## Try it
Report each line from the records where the string "Right" turns up.

*** Opening Data in this exercise ***

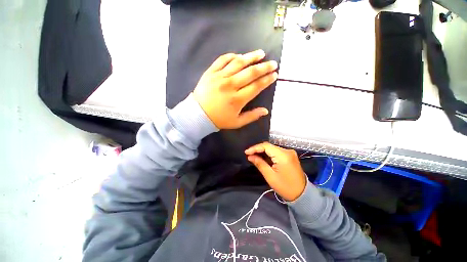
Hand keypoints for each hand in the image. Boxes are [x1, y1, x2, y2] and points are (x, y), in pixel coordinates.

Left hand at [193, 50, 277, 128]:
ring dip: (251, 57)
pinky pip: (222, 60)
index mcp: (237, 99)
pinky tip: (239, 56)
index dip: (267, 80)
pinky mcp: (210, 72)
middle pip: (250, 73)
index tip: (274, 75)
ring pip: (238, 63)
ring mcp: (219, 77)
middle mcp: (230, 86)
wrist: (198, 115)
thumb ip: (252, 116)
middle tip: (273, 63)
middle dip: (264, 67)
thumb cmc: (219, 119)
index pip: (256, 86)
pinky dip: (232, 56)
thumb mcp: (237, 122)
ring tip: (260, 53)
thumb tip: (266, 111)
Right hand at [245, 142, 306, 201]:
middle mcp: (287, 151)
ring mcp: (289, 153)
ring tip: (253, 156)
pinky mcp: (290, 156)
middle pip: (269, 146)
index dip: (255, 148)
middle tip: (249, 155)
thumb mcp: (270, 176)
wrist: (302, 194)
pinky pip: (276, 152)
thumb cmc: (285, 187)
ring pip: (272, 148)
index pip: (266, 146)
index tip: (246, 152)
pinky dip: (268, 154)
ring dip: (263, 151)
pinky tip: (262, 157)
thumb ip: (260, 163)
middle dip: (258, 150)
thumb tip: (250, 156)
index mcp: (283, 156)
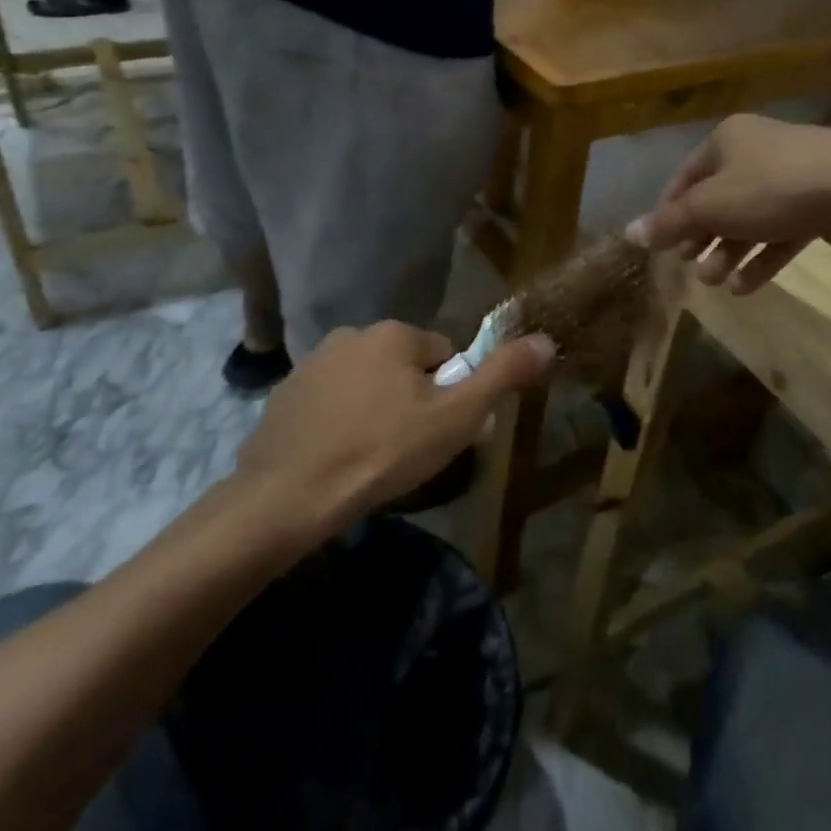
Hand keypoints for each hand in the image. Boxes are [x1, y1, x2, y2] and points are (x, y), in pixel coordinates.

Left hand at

*** Closing Data in this exercise ***
*** Opening Data in this exercise ***

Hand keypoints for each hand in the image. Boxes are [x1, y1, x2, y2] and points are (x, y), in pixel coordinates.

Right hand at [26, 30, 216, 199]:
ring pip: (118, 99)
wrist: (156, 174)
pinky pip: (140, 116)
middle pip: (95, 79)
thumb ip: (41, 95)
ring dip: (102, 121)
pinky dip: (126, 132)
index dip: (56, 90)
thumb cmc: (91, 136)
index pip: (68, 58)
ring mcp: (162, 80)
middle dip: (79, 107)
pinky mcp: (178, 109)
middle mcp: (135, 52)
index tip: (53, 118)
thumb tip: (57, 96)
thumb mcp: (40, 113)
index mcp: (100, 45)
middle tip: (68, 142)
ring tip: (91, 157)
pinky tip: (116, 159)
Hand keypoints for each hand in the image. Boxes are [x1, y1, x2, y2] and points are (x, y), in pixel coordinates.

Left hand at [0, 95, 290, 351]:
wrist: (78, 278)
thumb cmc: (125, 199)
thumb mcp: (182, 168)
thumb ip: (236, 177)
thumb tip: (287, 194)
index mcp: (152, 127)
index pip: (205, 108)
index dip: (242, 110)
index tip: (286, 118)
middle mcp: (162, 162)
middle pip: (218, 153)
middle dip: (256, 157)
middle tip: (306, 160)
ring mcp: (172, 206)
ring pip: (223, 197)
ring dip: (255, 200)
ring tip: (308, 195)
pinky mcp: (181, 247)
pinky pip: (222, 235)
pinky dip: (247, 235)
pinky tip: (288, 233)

*** Closing Data in this exercise ***
*** Opening Data in this exercise ***

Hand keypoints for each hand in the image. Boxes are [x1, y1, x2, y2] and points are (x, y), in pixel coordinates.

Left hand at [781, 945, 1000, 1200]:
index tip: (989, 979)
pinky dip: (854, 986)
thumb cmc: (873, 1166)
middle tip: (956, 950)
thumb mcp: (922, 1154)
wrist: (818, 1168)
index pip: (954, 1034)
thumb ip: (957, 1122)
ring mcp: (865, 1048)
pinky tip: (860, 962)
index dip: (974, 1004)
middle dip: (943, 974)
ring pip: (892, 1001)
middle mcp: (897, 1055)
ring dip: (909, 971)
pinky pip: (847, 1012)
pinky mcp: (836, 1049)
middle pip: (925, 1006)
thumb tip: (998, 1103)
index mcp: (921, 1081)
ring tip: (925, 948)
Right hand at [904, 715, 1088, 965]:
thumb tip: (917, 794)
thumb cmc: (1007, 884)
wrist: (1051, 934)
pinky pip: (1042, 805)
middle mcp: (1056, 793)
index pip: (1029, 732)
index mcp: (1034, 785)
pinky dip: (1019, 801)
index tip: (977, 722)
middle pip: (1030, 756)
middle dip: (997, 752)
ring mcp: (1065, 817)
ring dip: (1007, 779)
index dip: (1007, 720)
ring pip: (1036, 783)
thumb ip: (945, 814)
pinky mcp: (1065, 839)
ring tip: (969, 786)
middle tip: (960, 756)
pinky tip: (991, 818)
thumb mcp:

*** Closing Data in this exercise ***

## Worked solution
Right hand at [245, 142, 306, 201]:
Right hand at [26, 30, 216, 199]:
Right hand at [904, 715, 1088, 965]:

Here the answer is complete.